Personalised ads are beside the point. The issue is how they are personalised, namely by building a rich profile of user behaviour based on non-consensual tracking.
It isnt even clear that there's a meaningful sense of 'consent' to what modern ad companies (ie., google, facebook, amazon, increasingly microsoft, etc.) do. There is both an individual harm, but a massive collective arm, to the infrastructure of behavioural tracking that has been built by these companies.
This infrastructure should be, largely, illegal. The technology to end any form of privacy is presently deployed only for ads, but should not be deployed anywhere at all.
The very ability to provide that list previously required an expensive secret police; today it does not.

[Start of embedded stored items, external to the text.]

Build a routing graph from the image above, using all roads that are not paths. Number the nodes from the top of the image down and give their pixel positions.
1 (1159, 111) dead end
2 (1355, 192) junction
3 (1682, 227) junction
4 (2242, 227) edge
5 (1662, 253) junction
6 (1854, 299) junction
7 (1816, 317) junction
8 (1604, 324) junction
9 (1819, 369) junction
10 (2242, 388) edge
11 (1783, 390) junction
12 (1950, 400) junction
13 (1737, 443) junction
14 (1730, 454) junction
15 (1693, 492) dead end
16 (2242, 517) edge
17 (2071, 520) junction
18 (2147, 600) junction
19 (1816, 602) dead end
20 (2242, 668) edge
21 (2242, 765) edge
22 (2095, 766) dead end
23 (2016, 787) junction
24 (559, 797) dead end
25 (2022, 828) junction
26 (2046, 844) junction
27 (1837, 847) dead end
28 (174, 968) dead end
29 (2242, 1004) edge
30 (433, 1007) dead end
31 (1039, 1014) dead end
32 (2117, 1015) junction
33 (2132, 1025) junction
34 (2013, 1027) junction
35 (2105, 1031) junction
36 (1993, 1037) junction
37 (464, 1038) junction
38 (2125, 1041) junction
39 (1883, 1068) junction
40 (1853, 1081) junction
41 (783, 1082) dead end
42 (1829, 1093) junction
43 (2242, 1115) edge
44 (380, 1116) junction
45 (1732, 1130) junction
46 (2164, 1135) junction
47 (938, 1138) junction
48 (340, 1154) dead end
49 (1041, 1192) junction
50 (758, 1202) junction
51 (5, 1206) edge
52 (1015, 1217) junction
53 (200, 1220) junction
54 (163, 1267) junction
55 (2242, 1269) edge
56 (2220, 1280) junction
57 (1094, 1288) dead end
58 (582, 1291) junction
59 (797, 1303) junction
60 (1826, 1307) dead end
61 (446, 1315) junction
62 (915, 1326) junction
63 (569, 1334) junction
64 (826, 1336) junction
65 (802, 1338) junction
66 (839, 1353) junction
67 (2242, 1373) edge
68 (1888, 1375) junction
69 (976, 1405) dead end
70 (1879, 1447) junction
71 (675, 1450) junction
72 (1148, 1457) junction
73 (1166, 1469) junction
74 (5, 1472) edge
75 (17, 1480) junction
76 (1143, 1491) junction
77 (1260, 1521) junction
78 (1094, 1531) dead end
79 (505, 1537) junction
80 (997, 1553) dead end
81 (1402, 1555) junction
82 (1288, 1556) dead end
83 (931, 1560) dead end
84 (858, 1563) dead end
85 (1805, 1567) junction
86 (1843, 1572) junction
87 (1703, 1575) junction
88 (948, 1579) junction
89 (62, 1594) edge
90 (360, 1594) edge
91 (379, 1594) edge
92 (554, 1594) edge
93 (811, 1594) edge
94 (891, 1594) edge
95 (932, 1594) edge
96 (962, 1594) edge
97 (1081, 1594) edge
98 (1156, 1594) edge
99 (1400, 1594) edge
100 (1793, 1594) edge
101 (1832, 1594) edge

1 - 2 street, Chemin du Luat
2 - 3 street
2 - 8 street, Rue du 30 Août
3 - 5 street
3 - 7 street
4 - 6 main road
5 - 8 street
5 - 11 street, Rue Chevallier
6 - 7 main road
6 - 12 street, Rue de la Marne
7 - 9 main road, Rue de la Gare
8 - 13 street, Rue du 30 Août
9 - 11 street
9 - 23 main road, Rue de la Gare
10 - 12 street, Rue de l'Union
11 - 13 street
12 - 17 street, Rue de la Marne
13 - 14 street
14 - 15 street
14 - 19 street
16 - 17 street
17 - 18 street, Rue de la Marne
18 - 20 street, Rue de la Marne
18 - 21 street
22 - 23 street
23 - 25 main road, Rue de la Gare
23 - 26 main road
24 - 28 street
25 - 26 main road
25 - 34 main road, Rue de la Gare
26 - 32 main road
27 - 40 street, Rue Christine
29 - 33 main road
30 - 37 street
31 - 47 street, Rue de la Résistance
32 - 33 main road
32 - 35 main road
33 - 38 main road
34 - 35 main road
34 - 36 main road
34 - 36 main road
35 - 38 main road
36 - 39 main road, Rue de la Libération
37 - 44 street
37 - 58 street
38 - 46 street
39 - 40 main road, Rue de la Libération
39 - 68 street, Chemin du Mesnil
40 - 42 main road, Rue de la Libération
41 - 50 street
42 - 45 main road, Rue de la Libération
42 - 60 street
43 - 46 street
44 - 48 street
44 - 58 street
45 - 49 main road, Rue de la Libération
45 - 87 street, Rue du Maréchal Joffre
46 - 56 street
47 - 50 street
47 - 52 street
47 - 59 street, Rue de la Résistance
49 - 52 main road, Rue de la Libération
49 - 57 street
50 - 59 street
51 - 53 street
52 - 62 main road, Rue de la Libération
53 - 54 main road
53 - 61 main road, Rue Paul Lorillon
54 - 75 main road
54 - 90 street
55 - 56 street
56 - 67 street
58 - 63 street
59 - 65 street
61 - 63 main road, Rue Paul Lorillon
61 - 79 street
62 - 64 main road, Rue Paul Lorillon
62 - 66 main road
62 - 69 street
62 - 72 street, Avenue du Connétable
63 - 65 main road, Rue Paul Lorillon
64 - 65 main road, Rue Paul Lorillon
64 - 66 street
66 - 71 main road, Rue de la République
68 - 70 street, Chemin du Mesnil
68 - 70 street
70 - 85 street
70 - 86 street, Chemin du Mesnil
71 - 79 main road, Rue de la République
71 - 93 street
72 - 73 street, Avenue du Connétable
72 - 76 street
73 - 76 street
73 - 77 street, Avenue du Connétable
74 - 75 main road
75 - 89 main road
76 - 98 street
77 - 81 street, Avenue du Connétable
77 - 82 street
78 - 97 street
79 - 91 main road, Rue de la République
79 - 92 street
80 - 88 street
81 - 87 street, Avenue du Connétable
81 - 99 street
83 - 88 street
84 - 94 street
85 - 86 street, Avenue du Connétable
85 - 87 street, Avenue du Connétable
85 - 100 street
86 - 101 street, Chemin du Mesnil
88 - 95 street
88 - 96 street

This is an extremely dangerous ability for anyone to have -- human rights (such as that to privacy) were won against oppression. They aren't optional, they're the system by which we prevent those previous eras from reoccurring.
This is why i'm suspicious of the being a meaningful sense of 'consent' here -- if enough people consent, then the tracking agency acquires a novel political power over everyone. This is why the infrastructure of tracking itself is a concern.
Keeping all of the data under one company umbrella is vulnerable, target for hackers, and easy target for governments.
Your post is not correct.
This part of your post is also not correct. What company knows everything about you? There's insurance companies, credit card companies, social media companies... they all have a substantial amount of info about you but they don't all collude to aggregate it.